Её горло дернулось, сглатывая, новые слёзы скатились с ресниц, но она сделала долгий, укрепляющий вдох. Затем, запинаясь, рассказала ему. О настоящей причине, по которой Баярд остаётся в Дундуране. О бедственном положении её отца на юге. О том, как прямо сейчас она пишет письма королю и королеве, а также всем своим вассалам, чтобы собрать войско.
— Я никогда не думала… как все дошло до этого?
Хакон не мог ответить, слишком переполненный яростью.
Баярд шантажировал её. Угрожал. Претендовал на то, что ему не принадлежало.
Мурлыканье в его груди переросло в яростное рычание.
— Хакон…?
— Где он ночует, виния? Я разберусь с этим. Сейчас.
Эйслинн в ужасе вцепилась в его тунику, глаза распахнулись.
— Нет! Ты не должен ему угрожать!
— Я и не буду, — он оторвет Баярду голову голыми руками.
— Нет, — повторила она твёрже. — Я хочу решить это… без насилия. Если его люди что-то заподозрят — будут последствия, — она покачала головой. — Мне просто нужно время.
— Он угрожает тебе, — прошипел Хакон. — Это недопустимо. Он должен быть в темнице.
Эйслинн слабо усмехнулась:
— Ты говоришь, как капитан Аодан.
Хорошо. Значит, хоть кто-то еще рассуждает здраво.
— Эйслинн…
— Нет, — она попыталась нахмуриться, но вместо этого в её взгляде снова появилось отчаяние. — Не ругайся со мной.

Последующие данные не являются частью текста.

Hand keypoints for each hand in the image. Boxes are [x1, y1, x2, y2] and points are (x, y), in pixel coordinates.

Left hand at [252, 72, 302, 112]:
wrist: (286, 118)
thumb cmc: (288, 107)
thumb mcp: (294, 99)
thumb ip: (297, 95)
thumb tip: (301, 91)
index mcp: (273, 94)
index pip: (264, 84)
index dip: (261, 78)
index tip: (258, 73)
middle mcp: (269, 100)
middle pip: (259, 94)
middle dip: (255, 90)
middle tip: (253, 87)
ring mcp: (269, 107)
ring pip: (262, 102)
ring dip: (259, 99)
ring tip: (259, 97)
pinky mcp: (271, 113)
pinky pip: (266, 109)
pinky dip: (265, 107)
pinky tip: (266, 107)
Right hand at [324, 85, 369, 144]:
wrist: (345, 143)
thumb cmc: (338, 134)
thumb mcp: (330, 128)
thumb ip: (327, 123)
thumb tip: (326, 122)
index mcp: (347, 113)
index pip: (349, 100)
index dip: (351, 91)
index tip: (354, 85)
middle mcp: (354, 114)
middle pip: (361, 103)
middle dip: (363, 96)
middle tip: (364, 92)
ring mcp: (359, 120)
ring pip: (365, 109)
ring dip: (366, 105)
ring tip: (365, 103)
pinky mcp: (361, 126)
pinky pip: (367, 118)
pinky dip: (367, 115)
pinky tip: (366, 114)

— Никогда, — прошептал он и склонился к её лицу, покрывая поцелуями следы слёз. Они жгли ему губы — но это не имело значения. — Я с тобой, виния. Всегда. Скажи, как я могу помочь.
Она обхватила его лицо ладонями — нежно, как будто боялась сломать.
— Ты не можешь.
— Я не принимаю этого.
— Ты ничего не сможешь сделать, Хакон. Ты…
Просто кузнец.
Он замер.
Эйслинн выпрямилась, сидя у него на коленях, и посмотрела на него с сожалением.
— Единственное, что остаётся, — ждать, — поправилась она. — Мне нужно время.
— Ты бы отдала свою руку. Свою жизнь.
— Да.
Его губы скривились от презрения.
— Это слишком высокая цена.
Он понял, что она согласна, по тому, как плотно сомкнулись её губы, но она не сказала ни слова.
Горло Хакона сжалось от слов, которые он не мог произнести. Он хотел умолять её позволить ему убить Баярда. Хотел, чтобы она снова пришла к нему — как прежде. Хотел, чтобы она принадлежала только ему. К чёрту политику. К чёрту весь мир.
Хотел унести её в ночь — и никогда не оглядываться назад.
Они сидели в немом тупике, не находя слов.
Его сердце начало учащённо биться — связь с ней, эта нить между ними, натянулась до предела. Дистанция росла, пропасть расширялась с каждым мгновением, и он не знал, как до неё дотянуться.
То, что было между ними, оказалось новым, хрупким, и впервые он по-настоящему испугался, что оно не переживёт зиму.
Но тут, в тишине, новые слёзы брызнули из её глаз. Безнадёжность исказила её черты, когда она прошептала:
— А что, если мой отец умрёт?
Её губы разомкнулись, обнажая зубы в гримасе отчаяния, но Хакон не позволил этому случиться. Он снова притянул её к себе, уничтожив дистанцию.
Это Хакон понимал. Горе и то, как оно разрывает тебя изнутри. И ещё хуже — скорбь о том, кто ещё не ушёл. Хакон наблюдал, как смерть шаг за шагом приближалась к его деду, и никакие мольбы или отрицание не могли её остановить. Вся его любовь, сила и желание изменить реальность оказались бессильны перед лицом смерти. Она всегда приходила. В свой срок.